Mahlab managing director Katherine Sampson (pictured) said firms had shifted away from offering automatic increases towards a reward-based system.

“What you're getting in [salary in] private practice now, it's less related to the size of the firm and more related to how that firm rewards you as a top performer,” Ms Sampson said.

“If you are a top performer, then you're going to get your increase through a bonus – but even bonuses now are harder to get.”

The survey found good performers were offered a 5 to 10 per cent bonus and exceptional performers offered up to 20 per cent.

Ms Sampson suggested law firms were coming into line with other major corporations, which have long given minimal salary increases while focusing on the possibility of a year-end bonus.

“They've tightened everything,” she said. “They've tightened the number of partners they want, they've tightened what points those partners have and it's harder to get partnership.

“The good old days of 10 per cent per annum salary increases are long gone.”

Incomes are also falling for equity partners, even at major firms.
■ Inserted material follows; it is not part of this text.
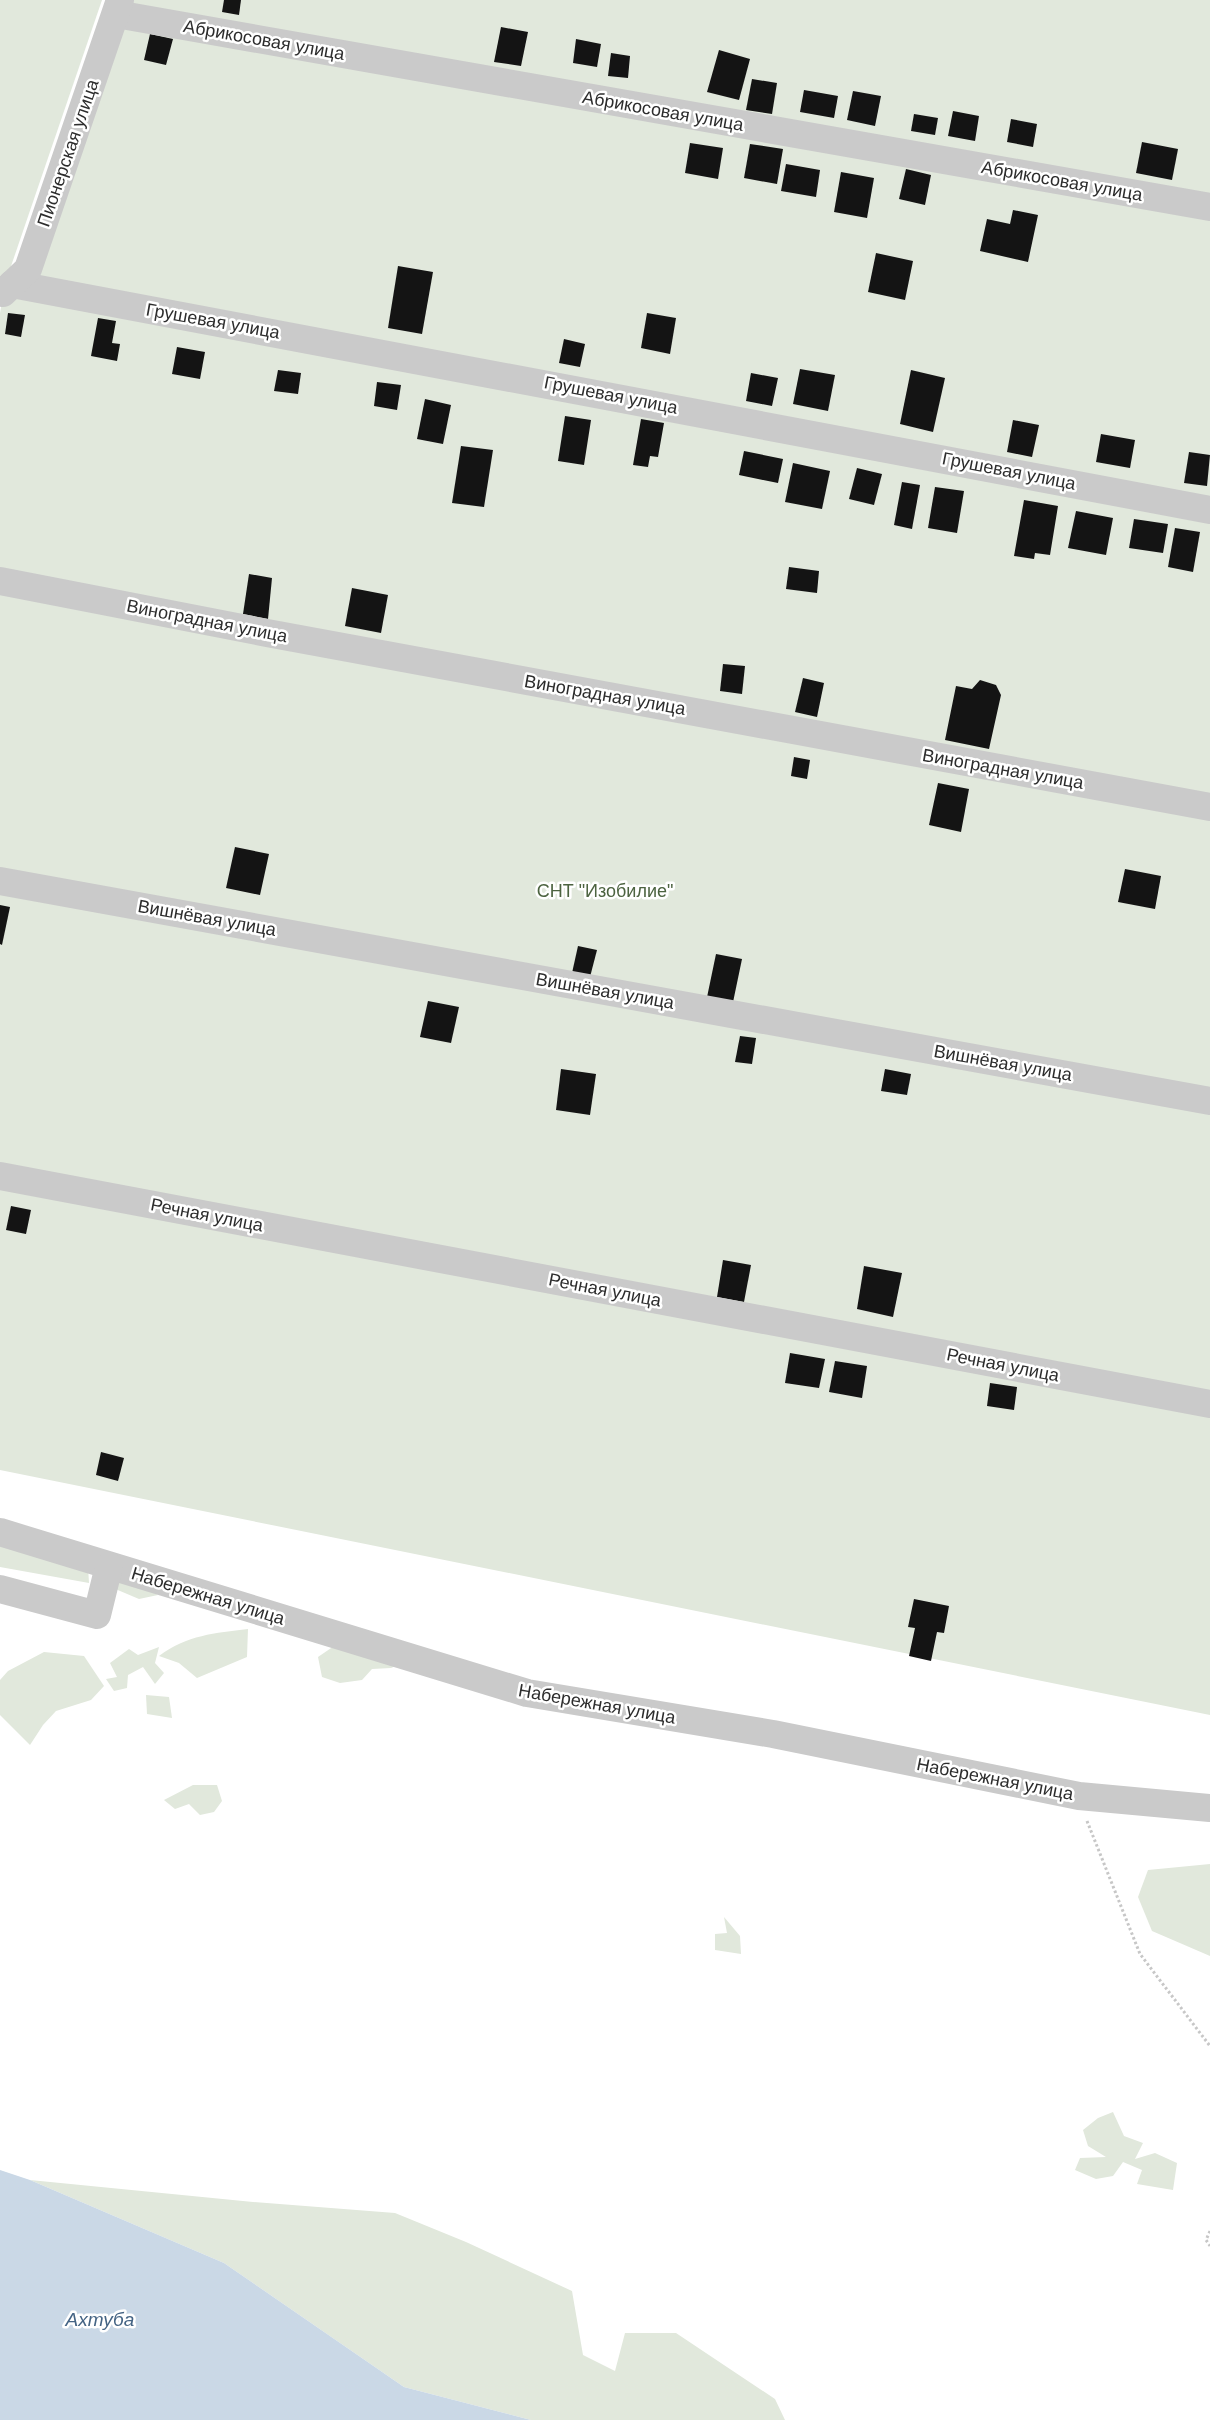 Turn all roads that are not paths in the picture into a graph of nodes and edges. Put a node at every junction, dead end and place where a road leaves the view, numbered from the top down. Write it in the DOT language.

The report found that while a partner at a major firm three years ago may have earned $1.2 million and upwards, the average at some firms had dropped to $750,000.

Another trend identified by the report is less movement among salary bands. Ms Sampson suggested firms are no longer rewarding their lawyers with a salary bump for each year of experience.

“What's happening is the bands now are becoming less significant. You're not automatically going up into a whole other band just because you've worked another year.

“That's a trend we've seen over the past three years – the logical conclusion is that bands for solicitors will largely disappear.”

Increasingly, significant salary rises are only offered in conjunction with a new title, such as senior associate or special counsel.

“At each of those big leaps you'll get something, but running on as a senior associate for four years or five years, you're not going to move up into another band,” Ms Sampson said. “It's not a longevity benefit.”

Salary bands rose by just 2.5 per cent in the past year, with 44 per cent of firms increasing their bands. By comparison, 90 per cent of firms increased their bands in 2011, Mahlab reported.